It just seemed to me that the whole Amaloxian arc clung very strongly to the reveresed gender polarization and subordination axis, as though conflict is assumed to be embedded in human nature, and at some point, if we have a world where a major and for a time durable and influential civilization complex is deeply committing to unrelenting female superiority, and yet borders on other societies where male supremacy such as we generally know it is the practice, somewhere in the interface the tension might be resolved by people wondering "why not both?" which of course undermines the polarizing concept of supremacy to the point they add "who needs supremacy? Why not equivalence and equality?" and that this abstract ideological experiment manifests in the form of people in specific circumstances somewhere who conclude men and women both need all the help they can get from each other and cannot afford haughty airs getting in the way of flexible, ad hoc or systematic cooperation. And it serves them well enough to buy then survivial in the border zones, and opportunity to expand when either side fluctuates in strength, and opportunity to present themselves as the less bad alternative to the opposite polarization when one side gains sway over the other.

I suppose I should disclose I was rather hoping the remarkably distinct ATL society explored would seek to merge both genders in combined strength from the beginning, or that this alloying phenomenon would propagate through the Amaloxian zone to become the new norm, give them a new lease on life, and allow them to stand as well as the Khemics to modern times. To say that a female-dominated society is possible is bold and experimental, but to consign it to ultimate doom and mere relics and odd bastions if even that seems to have rather unfortunate implications, that are rather, well, Old Maat! To be sure if someone were to suggest my fandom for the achievement of a gender balanced and democratic ethic were Whiggish, I might have to shrug myself.

Was there in fact any such result anywhere, lurking around in your footnotes?
 

Skallagrim

Banned
I call thee Whiggish, @Shevek23! ;)

Of course, it's only right to shrug that off, although it may actually be a somewhat valid assertation in this case. After all, why do you say that the ultimate doom of this ATL female-dominated society has "rather unfortunate implications"? If I were to write about any society in history, and give it a few thousand years "extra time" beyond its OTL demise, absolutely nobody would say I screwed over that particular society in my scenario. Quite the opposite! Why is it, in this particular case, suddenly an "unfortunate implication" that things end, as all things must? (Ah, of course that last sentence rather betrays that I am just about the most un-Whiggish person you can find, when it comes to historiography.)

I think @Salvador79 gave the Amaloxians a fair shake (to put it mildly), and that they had a good run. They won't last forever, at least not in their powerful, established form (I imagine what remains, in the end, as a bit akin to the Druze or the Samaritans of modern-day OTL)... but in their heyday, they dramatically altered the destiny of entire continents. They changed the future of Eurasia (and by extension, the world) to a degree that's beyond the scope of nearly all TLs. I would hardly call that peanuts.

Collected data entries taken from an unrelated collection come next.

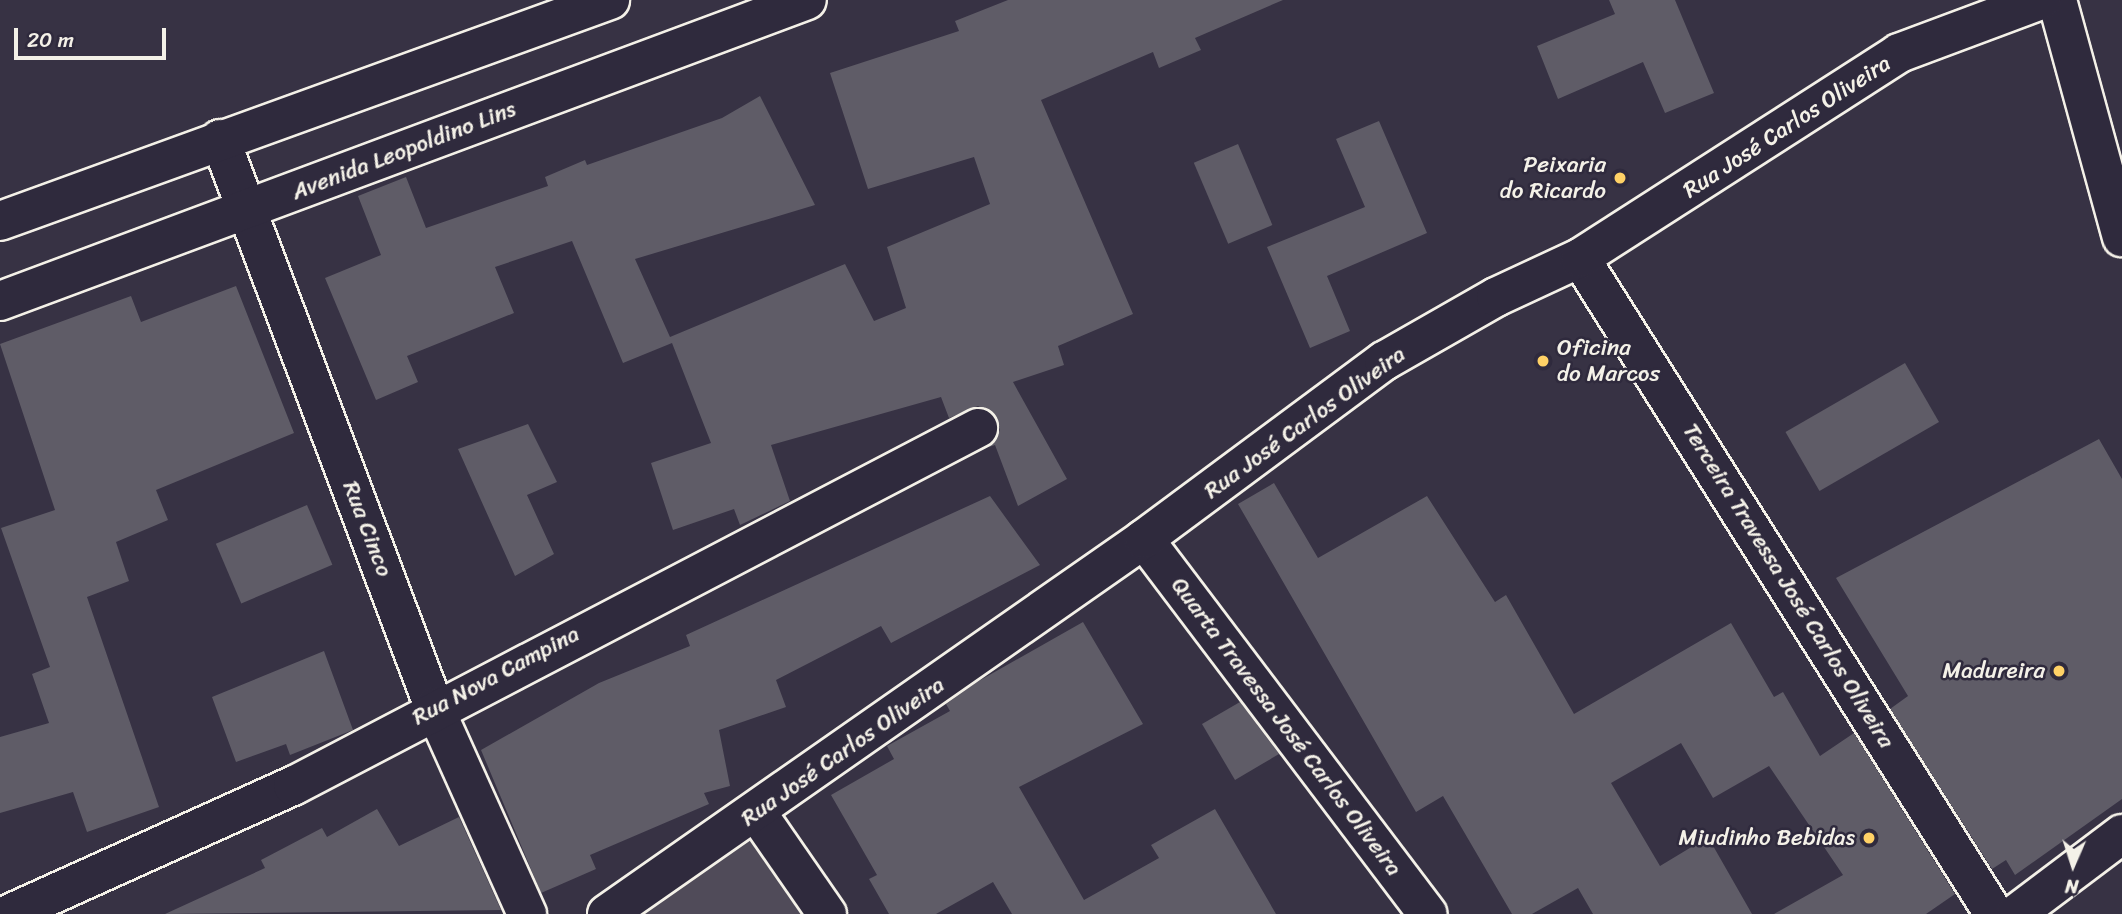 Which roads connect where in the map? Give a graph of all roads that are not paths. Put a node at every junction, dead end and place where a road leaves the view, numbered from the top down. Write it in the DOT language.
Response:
graph roads {
  1 [pos="610,0"];
  2 [pos="807,0"];
  3 [pos="2041,0"];
  4 [pos="2057,0"];
  5 [pos="220,139"];
  6 [pos="248,210"];
  7 [pos="0,221"];
  8 [pos="2122,237"];
  9 [pos="1580,258"];
  10 [pos="0,301"];
  11 [pos="978,428"];
  12 [pos="1144,539"];
  13 [pos="434,707"];
  14 [pos="757,813"];
  15 [pos="2122,834"];
  16 [pos="9,914"];
  17 [pos="527,914"];
  18 [pos="607,914"];
  19 [pos="827,914"];
  20 [pos="1428,914"];
  21 [pos="1994,914"];
  22 [pos="2016,914"];
  1 -- 5 [label="street"];
  2 -- 6 [label="street, Avenida Leopoldino Lins"];
  3 -- 9 [label="street, Rua José Carlos Oliveira"];
  4 -- 8 [label="street"];
  5 -- 6 [label="street, Rua Cinco"];
  5 -- 7 [label="street"];
  6 -- 10 [label="street, Avenida Leopoldino Lins"];
  6 -- 13 [label="street, Rua Cinco"];
  9 -- 12 [label="street, Rua José Carlos Oliveira"];
  9 -- 21 [label="street, Terceira Travessa José Carlos Oliveira"];
  11 -- 13 [label="street, Rua Nova Campina"];
  12 -- 14 [label="street, Rua José Carlos Oliveira"];
  12 -- 20 [label="street, Quarta Travessa José Carlos Oliveira"];
  13 -- 16 [label="street, Rua Nova Campina"];
  13 -- 17 [label="street, Rua Cinco"];
  14 -- 18 [label="street, Rua José Carlos Oliveira"];
  14 -- 19 [label="street"];
  15 -- 22 [label="street"];
} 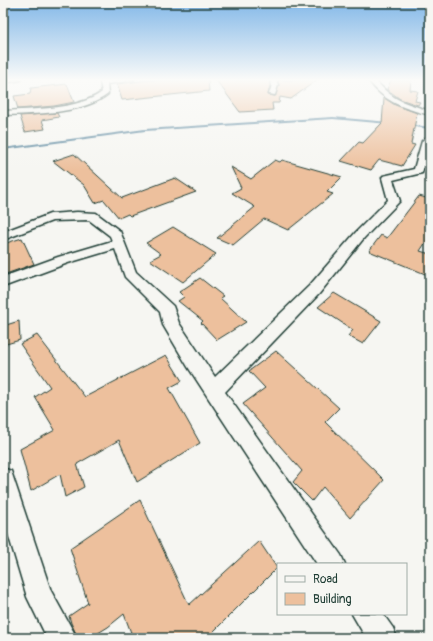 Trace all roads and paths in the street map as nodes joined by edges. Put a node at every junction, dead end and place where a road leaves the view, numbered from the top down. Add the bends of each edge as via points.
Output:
1 (43, 110) edge
2 (420, 110) edge
3 (3, 113) edge
4 (430, 113) edge
5 (430, 138) edge
6 (424, 172) edge
7 (3, 236) edge
8 (120, 243) junction
9 (3, 282) edge
10 (214, 391) junction
11 (3, 479) edge
12 (331, 563) edge
13 (367, 615) edge
14 (63, 638) edge
15 (383, 638) edge

1 - 3 street
2 - 4 street
5 - 6 street via 426,141
6 - 10 street via 387,178 394,201 360,235 314,290
7 - 8 street via 50,218 92,216 116,234
8 - 9 street
8 - 10 street via 130,274 167,310 171,325
10 - 12 street
11 - 14 street via 40,597
13 - 15 street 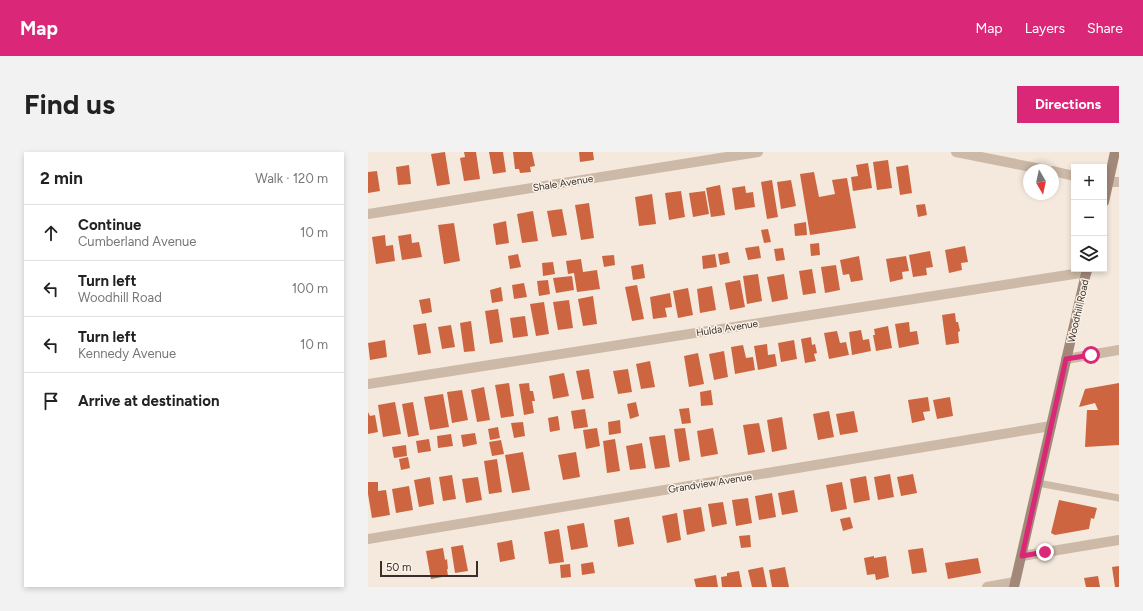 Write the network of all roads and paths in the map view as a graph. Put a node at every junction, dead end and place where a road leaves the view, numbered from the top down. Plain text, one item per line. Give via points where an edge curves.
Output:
1 (758, 152) edge
2 (956, 152) edge
3 (1115, 152) edge
4 (1004, 157) edge
5 (1027, 164) edge
6 (1059, 172) edge
7 (1071, 175) edge
8 (1111, 182) edge
9 (1105, 200) edge
10 (368, 214) edge
11 (1074, 272) edge
12 (1087, 272) edge
13 (1119, 350) edge
14 (1066, 359) junction
15 (368, 384) edge
16 (1051, 426) junction
17 (1038, 482) junction
18 (1119, 498) edge
19 (368, 539) edge
20 (1119, 540) edge
21 (1022, 556) junction
22 (1014, 585) edge
23 (987, 587) edge

1 - 10 street, Shale Avenue
2 - 4 street
3 - 8 street
4 - 5 street
6 - 7 street
8 - 9 street
11 - 15 street, Hulda Avenue
12 - 14 street, Woodhill Road
13 - 14 street
14 - 16 street, Woodhill Road
16 - 17 street, Woodhill Road
16 - 19 street, Grandview Avenue
17 - 18 lane
17 - 21 street, Woodhill Road
20 - 21 street
21 - 22 street, Woodhill Road
22 - 23 street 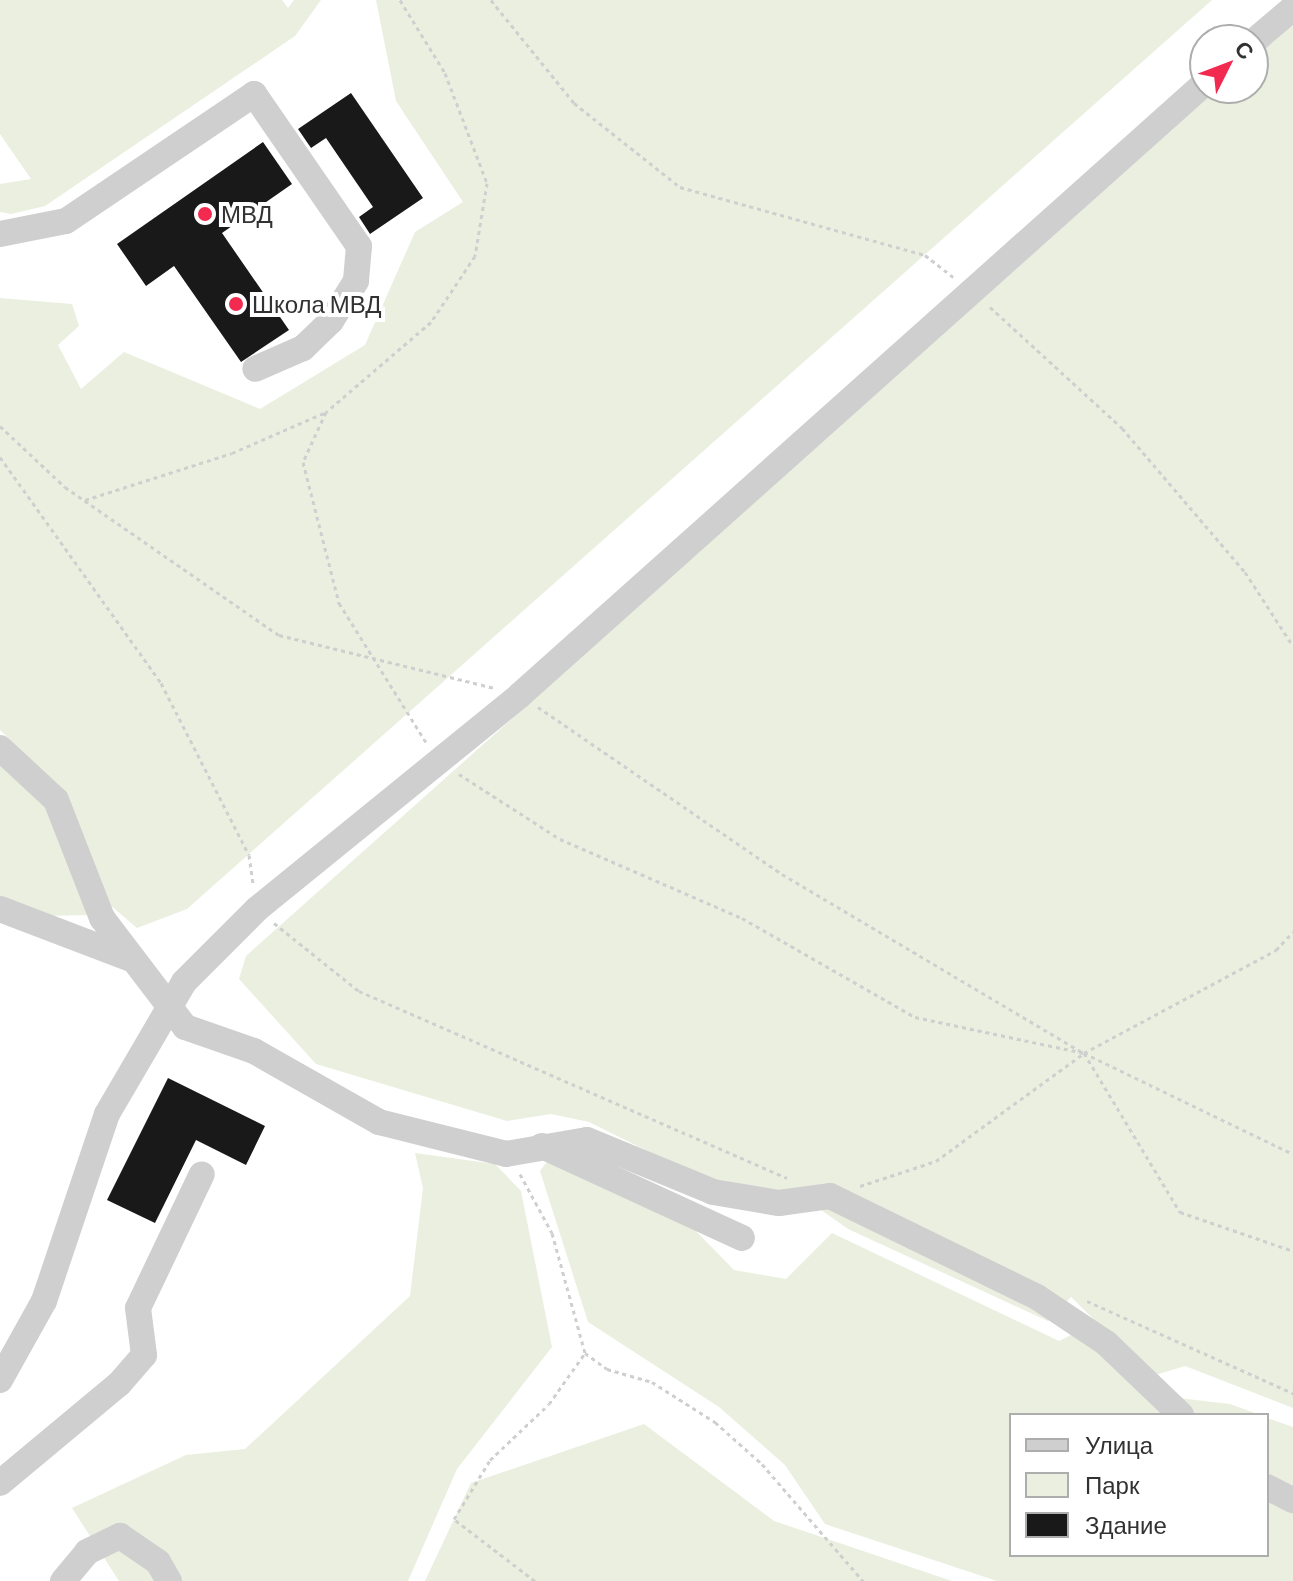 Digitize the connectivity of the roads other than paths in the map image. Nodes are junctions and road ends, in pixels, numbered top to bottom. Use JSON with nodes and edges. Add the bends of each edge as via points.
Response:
{"nodes":[{"id":1,"x":1293,"y":8,"type":"edge"},
{"id":2,"x":1269,"y":28,"type":"edge"},
{"id":3,"x":1189,"y":97,"type":"edge"},
{"id":4,"x":0,"y":234,"type":"edge"},
{"id":5,"x":255,"y":369,"type":"dead end"},
{"id":6,"x":0,"y":748,"type":"edge"},
{"id":7,"x":0,"y":909,"type":"edge"},
{"id":8,"x":128,"y":958,"type":"junction"},
{"id":9,"x":168,"y":1005,"type":"junction"},
{"id":10,"x":538,"y":1144,"type":"junction"},
{"id":11,"x":202,"y":1174,"type":"dead end"},
{"id":12,"x":742,"y":1238,"type":"dead end"},
{"id":13,"x":0,"y":1380,"type":"edge"},
{"id":14,"x":1179,"y":1413,"type":"edge"},
{"id":15,"x":0,"y":1483,"type":"edge"},
{"id":16,"x":1269,"y":1488,"type":"edge"},
{"id":17,"x":1293,"y":1500,"type":"edge"},
{"id":18,"x":63,"y":1581,"type":"edge"},
{"id":19,"x":169,"y":1581,"type":"edge"}],
"edges":[{"from":1,"to":2,"type":"street"},
{"from":3,"to":9,"type":"street","via":[[520,695],[257,909]]},
{"from":4,"to":5,"type":"street","via":[[66,221],[254,94],[359,246],[356,281],[331,321],[303,348]]},
{"from":6,"to":8,"type":"street","via":[[56,800],[102,918]]},
{"from":7,"to":8,"type":"street"},
{"from":8,"to":9,"type":"street","via":[[152,976]]},
{"from":9,"to":10,"type":"street","via":[[185,1027],[254,1051],[379,1122],[506,1154]]},
{"from":9,"to":13,"type":"street","via":[[158,1036],[107,1114],[44,1301]]},
{"from":10,"to":12,"type":"street"},
{"from":10,"to":14,"type":"street","via":[[587,1140],[713,1192],[779,1203],[830,1196],[1037,1297],[1106,1343]]},
{"from":11,"to":15,"type":"street","via":[[138,1308],[144,1355],[119,1384]]},
{"from":16,"to":17,"type":"street"},
{"from":18,"to":19,"type":"street","via":[[87,1552],[120,1536],[158,1562]]}]}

The idea of a "balanced" society seems reasonable, and it's not unthinkable that such ideas could arise. Why not? Nothing Salvador79 has written rules it out, as far as I recall. The chances for such a development are at least significantly higher than they were in OTL for most of history-- and that's all due to the lasting mark the Amaloxians left on history. On the other hand, I do think that assuming people would do "what makes sense" is fundamentally a Whiggish impulse.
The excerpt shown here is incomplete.